Former President Bill Clinton and his wife Hillary attended a memorial service Sunday in Lisner Auditorium to pay tribute to the late Eli Segal, an aide to his cabinet and chief executive of the service organization AmeriCorps.
GW students, Segal’s family, friends and some of the politicians that Segal worked with, including 1972 Democratic presidential candidate George McGovern, attended the event. Segal died in February in Boston of a rare form of cancer. He was 63.
The Clintons’ appearance on campus was fairly low-key. The event was not publicized much except for on the College Democrats’ listserv. University President Stephen Joel Trachtenberg attended the service.
Those who spoke at the service remembered Segal as the ultimate public servant, a selfless worker for the public good and a strong supporter of the Democratic Party. Hillary Clinton, the junior Democratic senator from New York and possible 2008 presidential candidate, did not speak.
“He knew how to make things work and how to make things happen,” Bill Clinton said. “Eli could imagine someone else’s idea, in this case, my idea (of AmeriCorps), and turn it into an effective, organized reality.”
Segal, who was an aide to Clinton’s 1992 presidential campaign, became an assistant to the president after Clinton’s win and in 1993 worked with Clinton to develop the Corporation for National and Community Service, or AmeriCorps.
“We have learned to take on dreams and make them a reality,” Clinton said, adding that “nobody did that better than Eli.”
A graduate of Brandeis University who obtained his law degree from the University of Michigan, Segal had a long career in public service and in Democratic presidential campaigns. After Segal’s work at AmeriCorps he helped found the Welfare to Work Partnership with Clinton in 1997.

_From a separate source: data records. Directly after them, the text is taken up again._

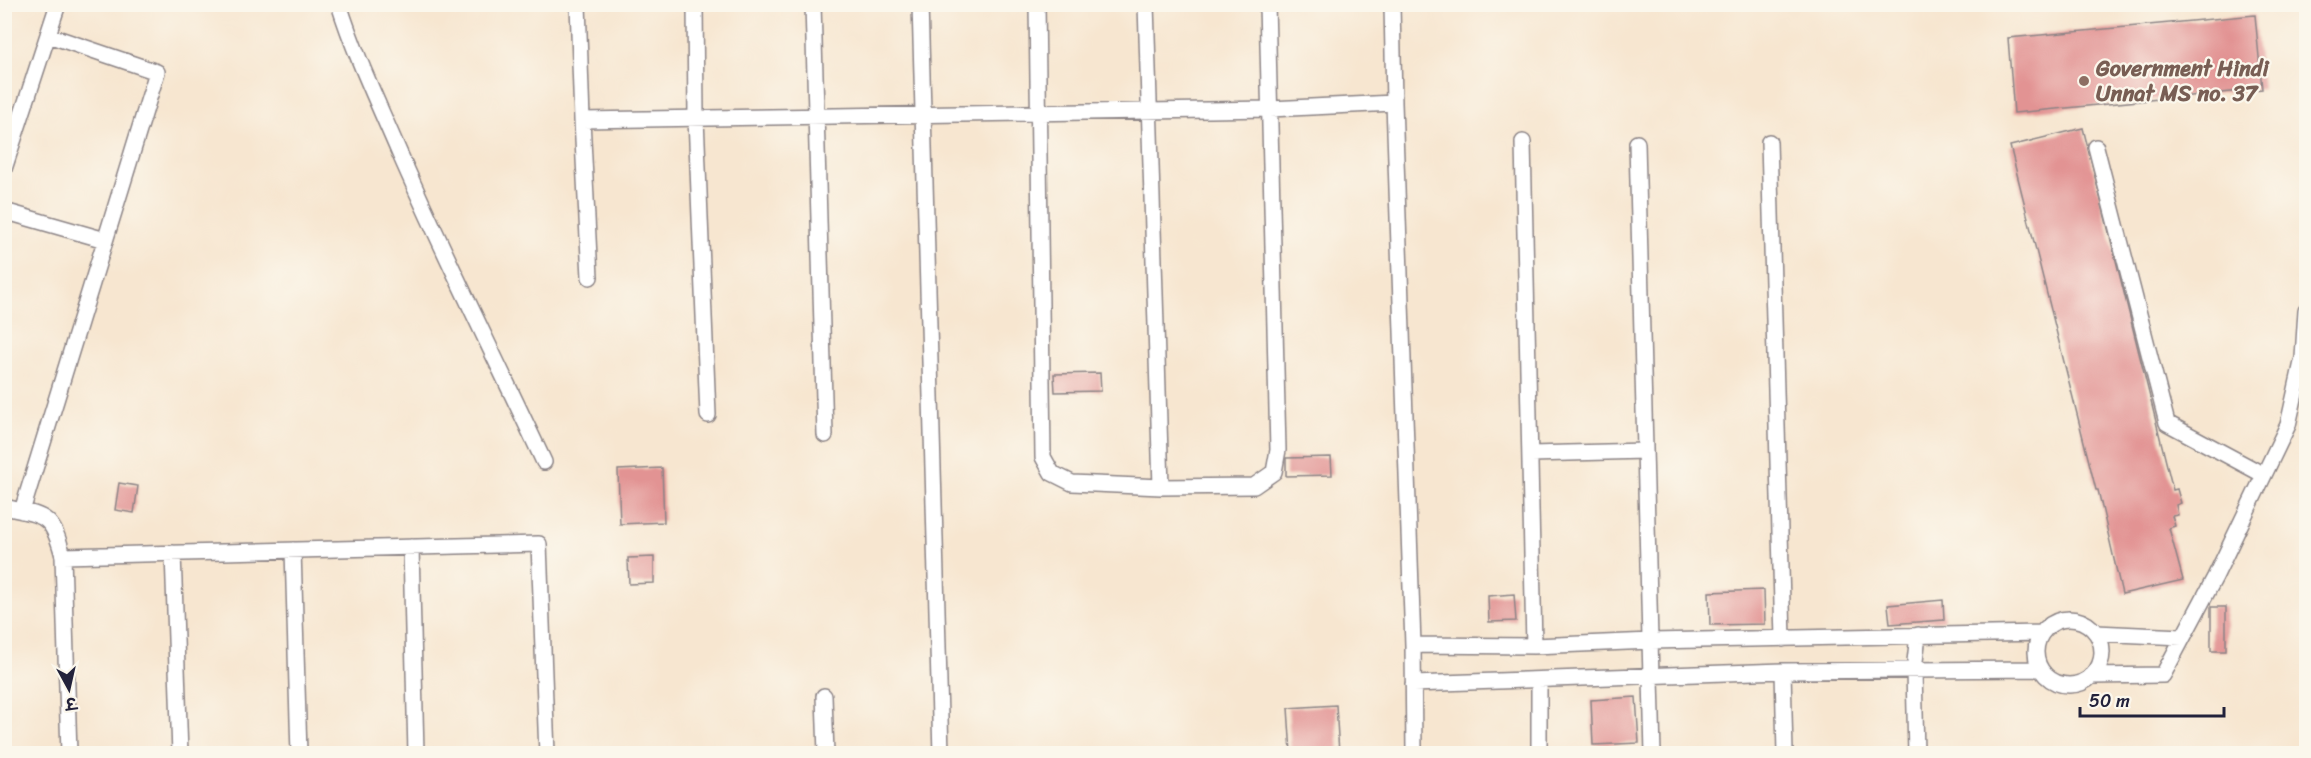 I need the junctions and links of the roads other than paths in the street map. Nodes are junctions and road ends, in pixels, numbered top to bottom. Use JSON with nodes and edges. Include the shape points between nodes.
{"nodes":[{"id":1,"x":58,"y":4,"type":"edge"},
{"id":2,"x":339,"y":4,"type":"edge"},
{"id":3,"x":578,"y":4,"type":"edge"},
{"id":4,"x":695,"y":4,"type":"edge"},
{"id":5,"x":813,"y":4,"type":"edge"},
{"id":6,"x":920,"y":4,"type":"edge"},
{"id":7,"x":1037,"y":4,"type":"edge"},
{"id":8,"x":1146,"y":4,"type":"edge"},
{"id":9,"x":1267,"y":4,"type":"edge"},
{"id":10,"x":1392,"y":4,"type":"edge"},
{"id":11,"x":48,"y":35,"type":"junction"},
{"id":12,"x":1394,"y":103,"type":"junction"},
{"id":13,"x":1270,"y":109,"type":"junction"},
{"id":14,"x":1149,"y":111,"type":"junction"},
{"id":15,"x":1040,"y":112,"type":"junction"},
{"id":16,"x":923,"y":114,"type":"junction"},
{"id":17,"x":814,"y":116,"type":"junction"},
{"id":18,"x":696,"y":118,"type":"junction"},
{"id":19,"x":582,"y":120,"type":"junction"},
{"id":20,"x":1523,"y":142,"type":"dead end"},
{"id":21,"x":1769,"y":142,"type":"dead end"},
{"id":22,"x":1637,"y":143,"type":"dead end"},
{"id":23,"x":2096,"y":147,"type":"dead end"},
{"id":24,"x":4,"y":169,"type":"edge"},
{"id":25,"x":4,"y":211,"type":"edge"},
{"id":26,"x":105,"y":240,"type":"junction"},
{"id":27,"x":590,"y":277,"type":"dead end"},
{"id":28,"x":2307,"y":310,"type":"edge"},
{"id":29,"x":708,"y":415,"type":"dead end"},
{"id":30,"x":825,"y":435,"type":"dead end"},
{"id":31,"x":1645,"y":451,"type":"junction"},
{"id":32,"x":1531,"y":454,"type":"junction"},
{"id":33,"x":544,"y":462,"type":"dead end"},
{"id":34,"x":2264,"y":475,"type":"junction"},
{"id":35,"x":1161,"y":487,"type":"junction"},
{"id":36,"x":4,"y":507,"type":"edge"},
{"id":37,"x":22,"y":511,"type":"junction"},
{"id":38,"x":411,"y":547,"type":"junction"},
{"id":39,"x":293,"y":550,"type":"junction"},
{"id":40,"x":173,"y":553,"type":"junction"},
{"id":41,"x":63,"y":556,"type":"junction"},
{"id":42,"x":2042,"y":633,"type":"junction"},
{"id":43,"x":2096,"y":633,"type":"junction"},
{"id":44,"x":1918,"y":635,"type":"junction"},
{"id":45,"x":2182,"y":637,"type":"junction"},
{"id":46,"x":1783,"y":639,"type":"junction"},
{"id":47,"x":1651,"y":641,"type":"junction"},
{"id":48,"x":1413,"y":645,"type":"junction"},
{"id":49,"x":1534,"y":646,"type":"junction"},
{"id":50,"x":2040,"y":669,"type":"junction"},
{"id":51,"x":1914,"y":670,"type":"junction"},
{"id":52,"x":1783,"y":672,"type":"junction"},
{"id":53,"x":1651,"y":675,"type":"junction"},
{"id":54,"x":2091,"y":676,"type":"junction"},
{"id":55,"x":1539,"y":681,"type":"junction"},
{"id":56,"x":1413,"y":684,"type":"junction"},
{"id":57,"x":824,"y":696,"type":"dead end"},
{"id":58,"x":69,"y":753,"type":"edge"},
{"id":59,"x":180,"y":753,"type":"edge"},
{"id":60,"x":299,"y":753,"type":"edge"},
{"id":61,"x":416,"y":753,"type":"edge"},
{"id":62,"x":547,"y":753,"type":"edge"},
{"id":63,"x":826,"y":753,"type":"edge"},
{"id":64,"x":941,"y":753,"type":"edge"},
{"id":65,"x":1414,"y":753,"type":"edge"},
{"id":66,"x":1539,"y":753,"type":"edge"},
{"id":67,"x":1653,"y":753,"type":"edge"},
{"id":68,"x":1785,"y":753,"type":"edge"},
{"id":69,"x":1916,"y":753,"type":"edge"}],
"edges":[{"from":1,"to":11,"type":"street"},
{"from":2,"to":33,"type":"street","via":[[353,48],[428,218]]},
{"from":3,"to":19,"type":"street"},
{"from":4,"to":18,"type":"street"},
{"from":5,"to":17,"type":"street"},
{"from":6,"to":16,"type":"street"},
{"from":7,"to":15,"type":"street"},
{"from":8,"to":14,"type":"street"},
{"from":9,"to":13,"type":"street"},
{"from":10,"to":12,"type":"street"},
{"from":11,"to":24,"type":"street"},
{"from":11,"to":26,"type":"street","via":[[157,72]]},
{"from":12,"to":13,"type":"street"},
{"from":12,"to":48,"type":"street"},
{"from":13,"to":14,"type":"street"},
{"from":13,"to":35,"type":"street","via":[[1278,450],[1274,472],[1254,486]]},
{"from":14,"to":15,"type":"street"},
{"from":14,"to":35,"type":"street"},
{"from":15,"to":16,"type":"street"},
{"from":15,"to":35,"type":"street","via":[[1043,457],[1052,473],[1072,483]]},
{"from":16,"to":17,"type":"street"},
{"from":16,"to":64,"type":"street"},
{"from":17,"to":18,"type":"street"},
{"from":17,"to":30,"type":"street"},
{"from":18,"to":19,"type":"street"},
{"from":18,"to":29,"type":"street"},
{"from":19,"to":27,"type":"street"},
{"from":20,"to":32,"type":"street"},
{"from":21,"to":46,"type":"street"},
{"from":22,"to":31,"type":"street"},
{"from":23,"to":34,"type":"street","via":[[2167,423]]},
{"from":25,"to":26,"type":"street"},
{"from":26,"to":37,"type":"street"},
{"from":28,"to":34,"type":"street","via":[[2303,358],[2288,425]]},
{"from":31,"to":32,"type":"street"},
{"from":31,"to":47,"type":"street"},
{"from":32,"to":49,"type":"street"},
{"from":34,"to":45,"type":"street"},
{"from":36,"to":37,"type":"street"},
{"from":37,"to":41,"type":"street","via":[[42,516],[57,533]]},
{"from":38,"to":39,"type":"street"},
{"from":38,"to":61,"type":"street"},
{"from":38,"to":62,"type":"street","via":[[539,544]]},
{"from":39,"to":40,"type":"street"},
{"from":39,"to":60,"type":"street"},
{"from":40,"to":41,"type":"street"},
{"from":40,"to":59,"type":"street"},
{"from":41,"to":58,"type":"street"},
{"from":42,"to":43,"type":"street","via":[[2065,619],[2082,622]]},
{"from":42,"to":44,"type":"street"},
{"from":42,"to":50,"type":"street","via":[[2035,650]]},
{"from":43,"to":45,"type":"street"},
{"from":43,"to":54,"type":"street","via":[[2101,660]]},
{"from":44,"to":46,"type":"street"},
{"from":44,"to":51,"type":"street"},
{"from":45,"to":54,"type":"street","via":[[2163,675]]},
{"from":46,"to":47,"type":"street"},
{"from":47,"to":49,"type":"street"},
{"from":47,"to":53,"type":"street"},
{"from":48,"to":49,"type":"street"},
{"from":48,"to":56,"type":"street"},
{"from":50,"to":51,"type":"street"},
{"from":50,"to":54,"type":"street","via":[[2064,684],[2083,682]]},
{"from":51,"to":52,"type":"street"},
{"from":51,"to":69,"type":"street"},
{"from":52,"to":53,"type":"street"},
{"from":52,"to":68,"type":"street"},
{"from":53,"to":55,"type":"street"},
{"from":53,"to":67,"type":"street"},
{"from":55,"to":56,"type":"street"},
{"from":55,"to":66,"type":"street"},
{"from":56,"to":65,"type":"street"},
{"from":57,"to":63,"type":"street"}]}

The memorial service included a video tribute and musical performances, as well reflections on Segal’s personality, life and work from more than 15 friends and relatives.
His life in public service began long before his work in Clinton’s administration. Segal worked with McGovern’s 1972 democratic presidential campaign as a strategist. McGovern remembered Segal at Sunday’s service.
“We remember his sturdy idealism and his devotion to public good,” McGovern said.
“Eli had courage in seeking to halt ill-conceived and unnecessary wars that degrade our moral standing in the world,” McGovern added.
Other speakers at the service included Congressman Christopher Shays (R-Conn.), some of Segal’s colleagues from AmeriCorps and some of his life-long friends he first met in college.